_Your task_.
For this exercise, repeat every line of the material exactly.

_Supplied entries_.
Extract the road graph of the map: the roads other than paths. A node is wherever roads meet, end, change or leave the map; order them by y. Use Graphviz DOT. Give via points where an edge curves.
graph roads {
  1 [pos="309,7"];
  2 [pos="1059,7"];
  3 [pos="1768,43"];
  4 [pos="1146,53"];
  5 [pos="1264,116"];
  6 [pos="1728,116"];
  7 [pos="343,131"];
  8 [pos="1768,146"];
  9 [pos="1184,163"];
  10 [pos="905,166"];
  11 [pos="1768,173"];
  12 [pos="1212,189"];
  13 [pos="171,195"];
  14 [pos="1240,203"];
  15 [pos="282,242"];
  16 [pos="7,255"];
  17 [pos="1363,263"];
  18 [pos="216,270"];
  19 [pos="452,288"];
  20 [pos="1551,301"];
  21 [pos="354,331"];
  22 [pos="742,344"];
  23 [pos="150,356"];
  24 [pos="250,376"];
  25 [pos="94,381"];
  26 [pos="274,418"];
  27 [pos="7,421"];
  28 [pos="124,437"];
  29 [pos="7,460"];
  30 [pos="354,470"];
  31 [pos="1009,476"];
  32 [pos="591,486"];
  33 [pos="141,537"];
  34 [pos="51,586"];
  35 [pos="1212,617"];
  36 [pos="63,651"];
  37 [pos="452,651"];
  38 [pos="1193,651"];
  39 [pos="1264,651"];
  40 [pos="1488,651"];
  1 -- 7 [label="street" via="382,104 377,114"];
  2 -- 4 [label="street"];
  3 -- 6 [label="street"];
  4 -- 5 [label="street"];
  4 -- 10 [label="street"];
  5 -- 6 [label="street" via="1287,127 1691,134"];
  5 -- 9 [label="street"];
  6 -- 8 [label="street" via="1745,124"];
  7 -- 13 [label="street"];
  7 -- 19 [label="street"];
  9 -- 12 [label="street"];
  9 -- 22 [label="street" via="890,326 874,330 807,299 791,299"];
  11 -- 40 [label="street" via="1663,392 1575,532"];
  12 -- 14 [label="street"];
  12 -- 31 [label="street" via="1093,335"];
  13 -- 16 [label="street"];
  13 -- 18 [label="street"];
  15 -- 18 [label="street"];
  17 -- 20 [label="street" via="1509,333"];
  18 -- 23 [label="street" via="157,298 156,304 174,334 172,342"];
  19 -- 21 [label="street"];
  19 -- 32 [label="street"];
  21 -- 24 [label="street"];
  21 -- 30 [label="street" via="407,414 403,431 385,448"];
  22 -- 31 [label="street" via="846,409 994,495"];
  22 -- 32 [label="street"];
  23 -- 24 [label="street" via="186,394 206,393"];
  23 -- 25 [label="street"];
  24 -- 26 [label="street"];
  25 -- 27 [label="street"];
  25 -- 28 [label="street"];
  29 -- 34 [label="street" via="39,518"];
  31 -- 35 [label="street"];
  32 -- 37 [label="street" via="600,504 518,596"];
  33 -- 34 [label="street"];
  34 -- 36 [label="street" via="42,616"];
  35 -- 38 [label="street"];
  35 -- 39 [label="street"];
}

_Your response_.
Extract the road graph of the map: the roads other than paths. A node is wherever roads meet, end, change or leave the map; order them by y. Use Graphviz DOT. Give via points where an edge curves.
graph roads {
  1 [pos="309,7"];
  2 [pos="1059,7"];
  3 [pos="1768,43"];
  4 [pos="1146,53"];
  5 [pos="1264,116"];
  6 [pos="1728,116"];
  7 [pos="343,131"];
  8 [pos="1768,146"];
  9 [pos="1184,163"];
  10 [pos="905,166"];
  11 [pos="1768,173"];
  12 [pos="1212,189"];
  13 [pos="171,195"];
  14 [pos="1240,203"];
  15 [pos="282,242"];
  16 [pos="7,255"];
  17 [pos="1363,263"];
  18 [pos="216,270"];
  19 [pos="452,288"];
  20 [pos="1551,301"];
  21 [pos="354,331"];
  22 [pos="742,344"];
  23 [pos="150,356"];
  24 [pos="250,376"];
  25 [pos="94,381"];
  26 [pos="274,418"];
  27 [pos="7,421"];
  28 [pos="124,437"];
  29 [pos="7,460"];
  30 [pos="354,470"];
  31 [pos="1009,476"];
  32 [pos="591,486"];
  33 [pos="141,537"];
  34 [pos="51,586"];
  35 [pos="1212,617"];
  36 [pos="63,651"];
  37 [pos="452,651"];
  38 [pos="1193,651"];
  39 [pos="1264,651"];
  40 [pos="1488,651"];
  1 -- 7 [label="street" via="382,104 377,114"];
  2 -- 4 [label="street"];
  3 -- 6 [label="street"];
  4 -- 5 [label="street"];
  4 -- 10 [label="street"];
  5 -- 6 [label="street" via="1287,127 1691,134"];
  5 -- 9 [label="street"];
  6 -- 8 [label="street" via="1745,124"];
  7 -- 13 [label="street"];
  7 -- 19 [label="street"];
  9 -- 12 [label="street"];
  9 -- 22 [label="street" via="890,326 874,330 807,299 791,299"];
  11 -- 40 [label="street" via="1663,392 1575,532"];
  12 -- 14 [label="street"];
  12 -- 31 [label="street" via="1093,335"];
  13 -- 16 [label="street"];
  13 -- 18 [label="street"];
  15 -- 18 [label="street"];
  17 -- 20 [label="street" via="1509,333"];
  18 -- 23 [label="street" via="157,298 156,304 174,334 172,342"];
  19 -- 21 [label="street"];
  19 -- 32 [label="street"];
  21 -- 24 [label="street"];
  21 -- 30 [label="street" via="407,414 403,431 385,448"];
  22 -- 31 [label="street" via="846,409 994,495"];
  22 -- 32 [label="street"];
  23 -- 24 [label="street" via="186,394 206,393"];
  23 -- 25 [label="street"];
  24 -- 26 [label="street"];
  25 -- 27 [label="street"];
  25 -- 28 [label="street"];
  29 -- 34 [label="street" via="39,518"];
  31 -- 35 [label="street"];
  32 -- 37 [label="street" via="600,504 518,596"];
  33 -- 34 [label="street"];
  34 -- 36 [label="street" via="42,616"];
  35 -- 38 [label="street"];
  35 -- 39 [label="street"];
}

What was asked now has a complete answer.